Tests need data — lots of it, cheaply, and with just enough realism to exercise constraints. ModelFactory generates ArvelModel instances for unit tests (make) and persists them through an async session (create, create_many).

Factories are plain subclasses: you declare __model__, override defaults(), and optionally define named states for common variations.

A minimal factory

from typing import Any, ClassVar

from arvel.testing.factory import ModelFactory


class UserFactory(ModelFactory[User]):
    __model__: ClassVar[type[User]] = User

    @classmethod
    def defaults(cls) -> dict[str, Any]:
        seq = cls._next_seq()
        return {
            "name": f"User {seq}",
            "email": f"user{seq}@test.example",
        }

_next_seq() gives a per-class counter so emails stay unique across examples.

Making instances

user = UserFactory.make()
user = await UserFactory.create(session=session)
users = await UserFactory.create_many(5, session=session)

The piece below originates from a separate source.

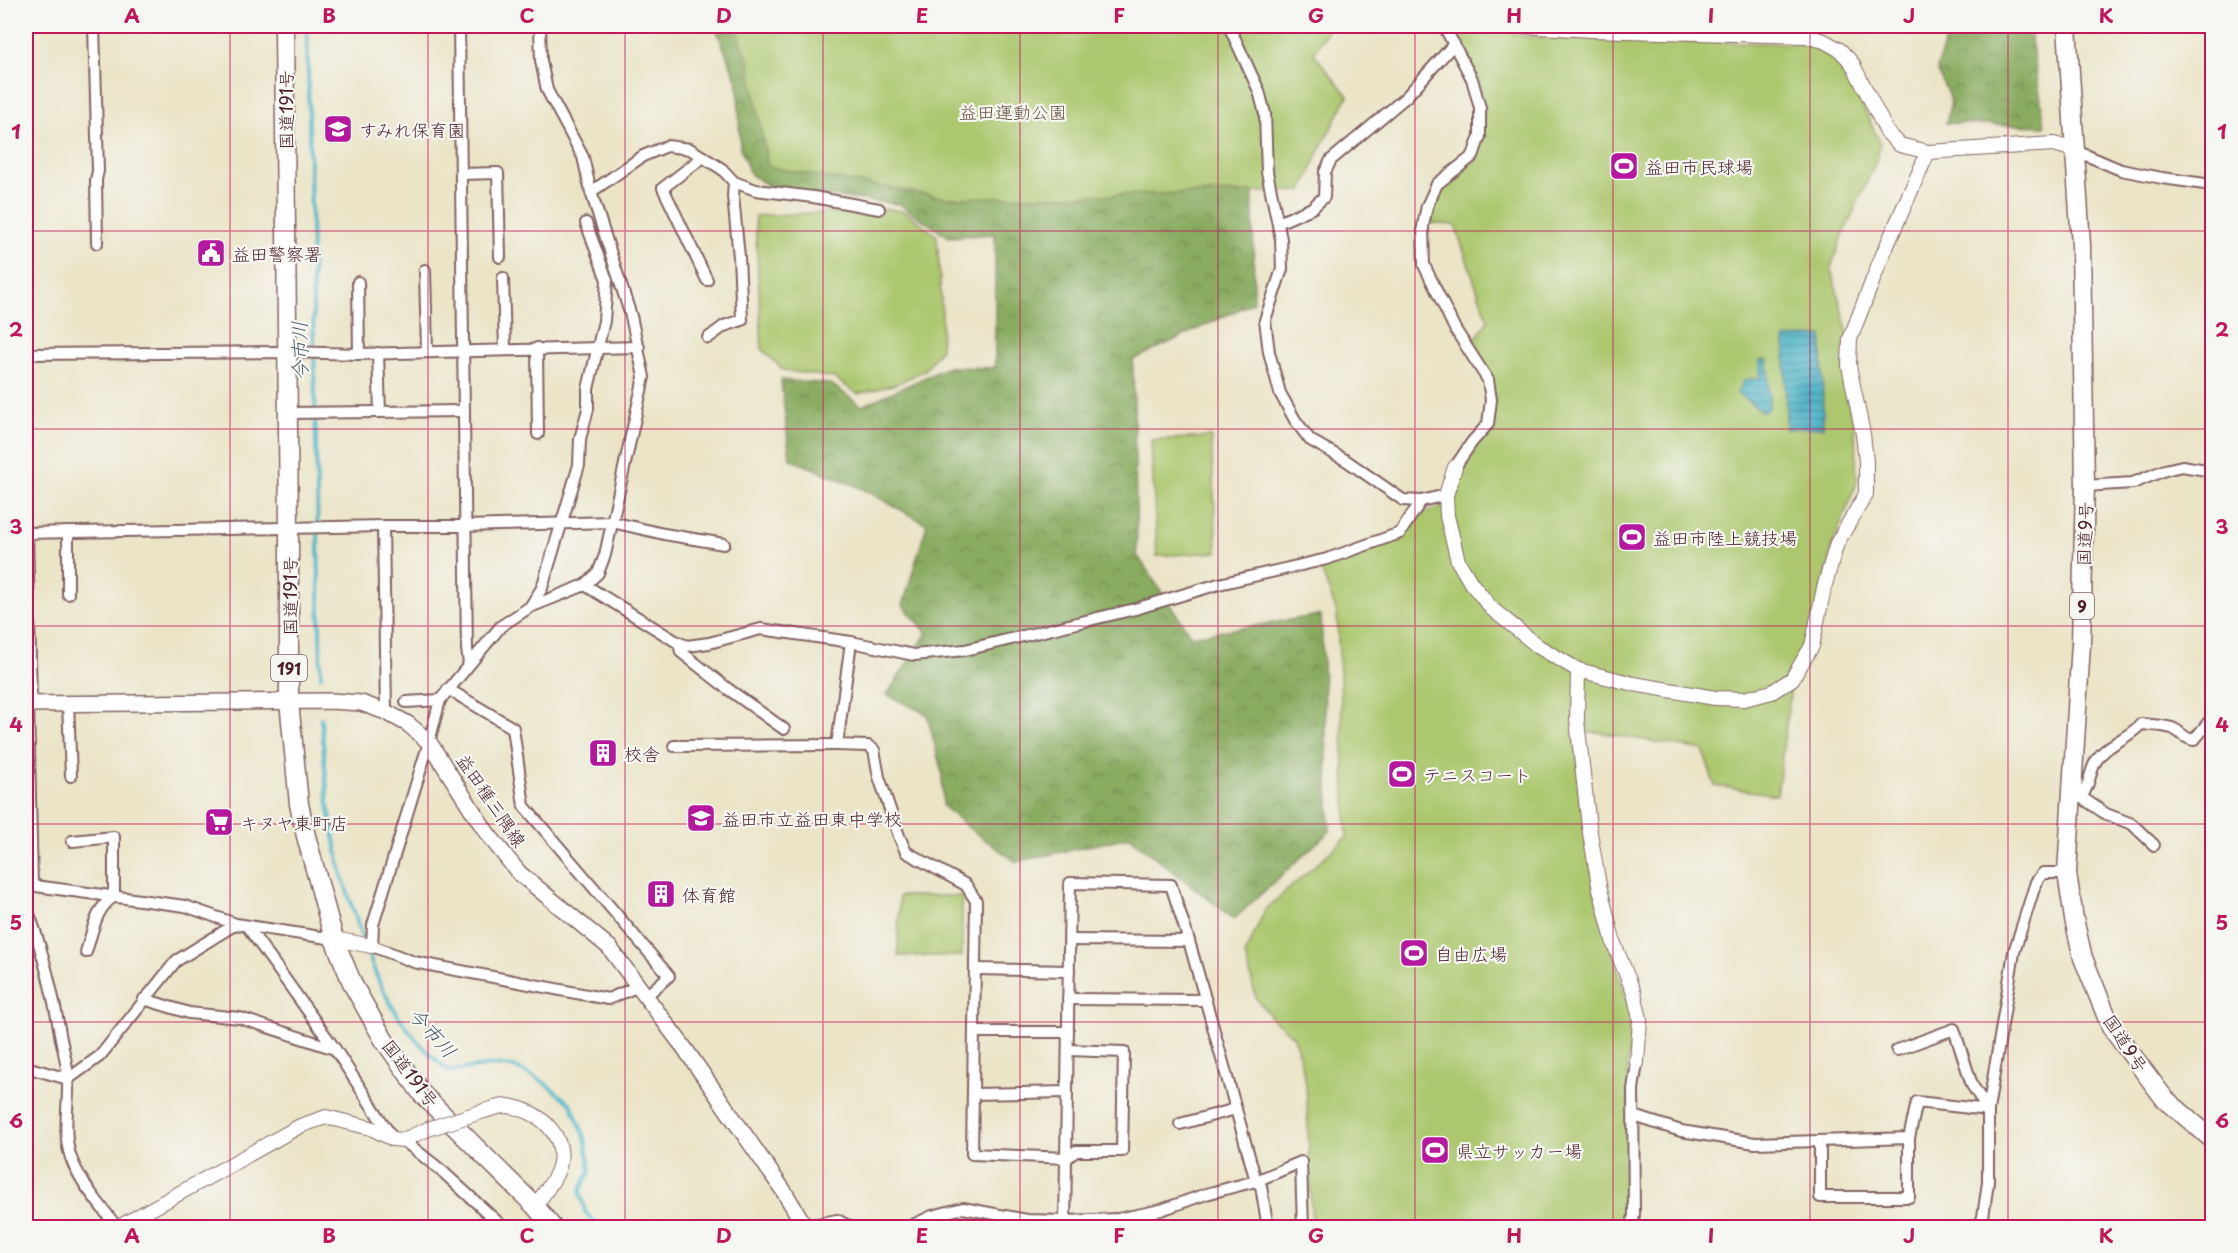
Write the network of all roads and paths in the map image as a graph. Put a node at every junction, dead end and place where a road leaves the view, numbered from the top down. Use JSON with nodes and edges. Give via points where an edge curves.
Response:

make never touches the database — perfect for fast pure tests. create flushes and refreshes so autoincrement IDs and server defaults are visible.

States

Define state_<name>() class methods returning override dicts, then chain UserFactory.state("admin"):

@classmethod
def state_admin(cls) -> dict[str, Any]:
    return {"role": "admin", "name": "Admin User"}
admin = await UserFactory.state("admin").create(session=session)

FactoryBuilder is the object returned by state() — it supports make, create, create_many, and make_batch with the state merged in.

Batches

make_batch and batch / create_many generate multiple rows with the same overrides. Override per-call kwargs when only a few fields differ.

Resetting sequences

Call _reset_seq() in test teardown if a class-level counter would otherwise leak across examples — rare, but available for strict isolation.

Factories trade a little upfront code for immense downstream speed: readable tests, fewer fixtures, and confidence that your schema rules actually hold.